May I assume you have no experience with bees?

Unless you can provide year round forage for them (like in the tropics) no one would get a nuc of bees that far into the season.

A nuc is usually a SMALL colony of bees, typically five frames, might be 10, unknown whether they are mediums or deeps. Usually 3 or 4 frames of brood and nectar and 1 frame of drawn comb for the queen to lay in the the workers to have someplace to store the incoming nectar.

Normally you get a nuc in early Spring so they have a long running start to get themselves to be able to overwinter. When bees are young and the nectar is flowing, that is when they exude wax to draw out the foundation so there is enough room for the queen to lay, the hive to build up in numbers and the hive to collect enough nectar and pollen to carry them through Winter.

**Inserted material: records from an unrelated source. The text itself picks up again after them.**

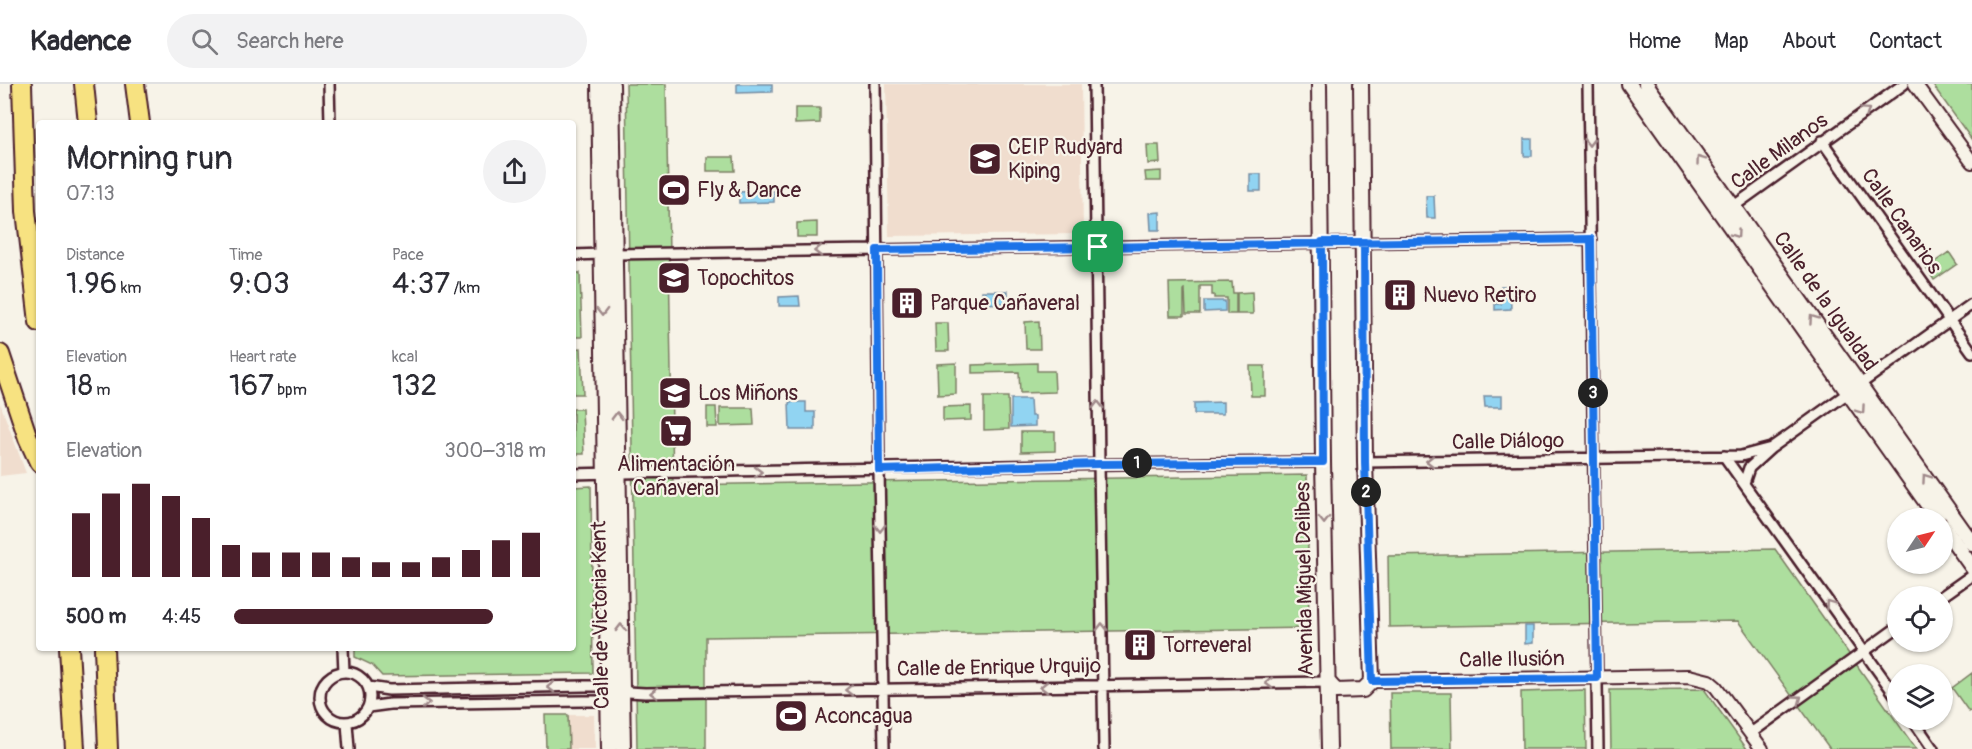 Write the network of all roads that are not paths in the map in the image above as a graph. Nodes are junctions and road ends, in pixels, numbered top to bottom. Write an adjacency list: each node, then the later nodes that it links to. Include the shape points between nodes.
1 (22, 84): 29 (highway, via 26,211)
2 (84, 84): 16 (highway)
3 (135, 84): 17 (highway)
4 (329, 84): 18 (street)
5 (598, 84): 27 (main road, Calle de Victoria Kent)
6 (612, 84): 27 (main road, Calle de Victoria Kent)
7 (876, 84): 26 (street)
8 (1094, 84): 25 (street)
9 (1319, 84): 23 (main road, Avenida Miguel Delibes)
10 (1361, 84): 24 (main road)
11 (1588, 84): 22 (street, one-way to 22)
12 (1629, 84): 34 (main road, Calle de la Igualdad, one-way to 34)
13 (1646, 84): 21 (main road, Calle de la Igualdad, one-way to 13)
14 (1904, 84): 19 (street, Calle Milanos, one-way to 14)
15 (1915, 84): 20 (street)
16 (88, 120)
17 (140, 120)
18 (330, 120)
19 (1822, 141): 21 (street, Calle Milanos); 31 (street, Calle Canarios)
20 (1972, 162)
21 (1734, 206): 34 (main road, Calle de la Igualdad, one-way to 21)
22 (1591, 239): 24 (street); 38 (street)
23 (1322, 242): 24 (street); 25 (street); 39 (main road, Avenida Miguel Delibes)
24 (1364, 242): 40 (main road)
25 (1098, 247): 26 (street); 41 (street, one-way to 25)
26 (877, 250): 27 (street, one-way to 27); 42 (street)
27 (608, 254): 28 (street); 44 (main road, Calle de Victoria Kent)
28 (576, 255)
29 (36, 296)
30 (1972, 304): 31 (street)
31 (1949, 320): 32 (street, Calle Canarios); 34 (street)
32 (1972, 352)
33 (0, 354): 36 (highway)
34 (1854, 388): 35 (street); 46 (main road, Calle de la Igualdad, one-way to 46); 48 (main road, Calle de la Igualdad, one-way to 34)
35 (1771, 448): 37 (street, Calle Diálogo); 45 (street, via 1749,468)
36 (36, 455)
37 (1724, 456): 38 (street, Calle Diálogo); 45 (street)
38 (1593, 459): 40 (street, Calle Diálogo, one-way to 40); 58 (street)
39 (1323, 462): 41 (street); 60 (main road, Avenida Miguel Delibes, one-way to 60)
40 (1365, 462): 59 (main road)
41 (1098, 464): 42 (street); 63 (street, one-way to 41)
42 (879, 470): 44 (street, one-way to 42); 65 (street, one-way to 65)
43 (576, 474): 44 (street)
44 (611, 474): 61 (main road, Calle de Victoria Kent)
45 (1744, 483): 56 (street, one-way to 45)
46 (1931, 508)
47 (1953, 540): 49 (main road)
48 (1972, 543)
49 (1972, 567)
50 (1972, 575): 51 (street)
51 (1953, 588)
52 (1887, 635): 56 (street)
53 (69, 651): 71 (highway)
54 (106, 651): 72 (highway)
55 (343, 651): 57 (street)
56 (1864, 652): 62 (street); 70 (street, one-way to 56)
57 (344, 672): 64 (street, via 356,674); 68 (street, via 327,679 319,696 327,716)
58 (1597, 678): 59 (street, Calle Ilusión); 70 (street, Calle Ilusión, via 1699,677 1716,687); 79 (street)
59 (1372, 681): 60 (main road, Calle de Enrique Urquijo, via 1363,690 1336,691)
60 (1328, 682): 63 (street, Calle de Enrique Urquijo, one-way to 63); 78 (main road, Avenida Miguel Delibes)
61 (615, 684): 64 (street, Calle de Enrique Urquijo, one-way to 64, via 389,690); 65 (street, Calle de Enrique Urquijo, one-way to 61, via 645,693 628,692); 66 (main road, Calle de Victoria Kent); 75 (main road, Calle de Victoria Kent)
62 (1887, 684)
63 (1103, 686): 65 (street, Calle de Enrique Urquijo, one-way to 65); 77 (street)
64 (368, 687): 67 (street)
65 (883, 690): 76 (street)
66 (609, 703): 67 (street, one-way to 66); 74 (main road, Calle de Victoria Kent)
67 (368, 707): 68 (street, via 360,718)
68 (347, 723): 73 (street)
69 (1920, 730): 81 (street)
70 (1751, 733): 80 (street, Calle Ilusión)
71 (75, 749)
72 (108, 749)
73 (349, 749)
74 (609, 749)
75 (622, 749)
76 (884, 749)
77 (1104, 749)
78 (1329, 749)
79 (1598, 749)
80 (1762, 749)
81 (1933, 749)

I am not personally familiar with Winters in the Northwest, but I have heard it gets cool if not cold and rains a lot. Yes? That means no bee forage. They will not have had enough time to build up to cluster to keep warm and gather enough food to tide them over.

I would strongly recommend that you find a local experienced bee keeper, or three, who are in alignment with how you think you want to keep bees, humanly, sustainably, treatment free, you add your adjectives and values. Ask them if they will mentor you for a year in exchange for your help BEFORE you get bees. I know master beekeepers who have 'students' who kill their bees year after year and buy new nucs or packages every Spring. Just like with a parcel of land, observe it for a year of cycles before you start planning your water, earthworks etc.

Unless there are factors that I am grossly unaware of, I think getting nucs in July/Aug. is a set up for failure for the bees. Two + months is not enough time. And if you don't have any experience, perhaps get some before you get bees.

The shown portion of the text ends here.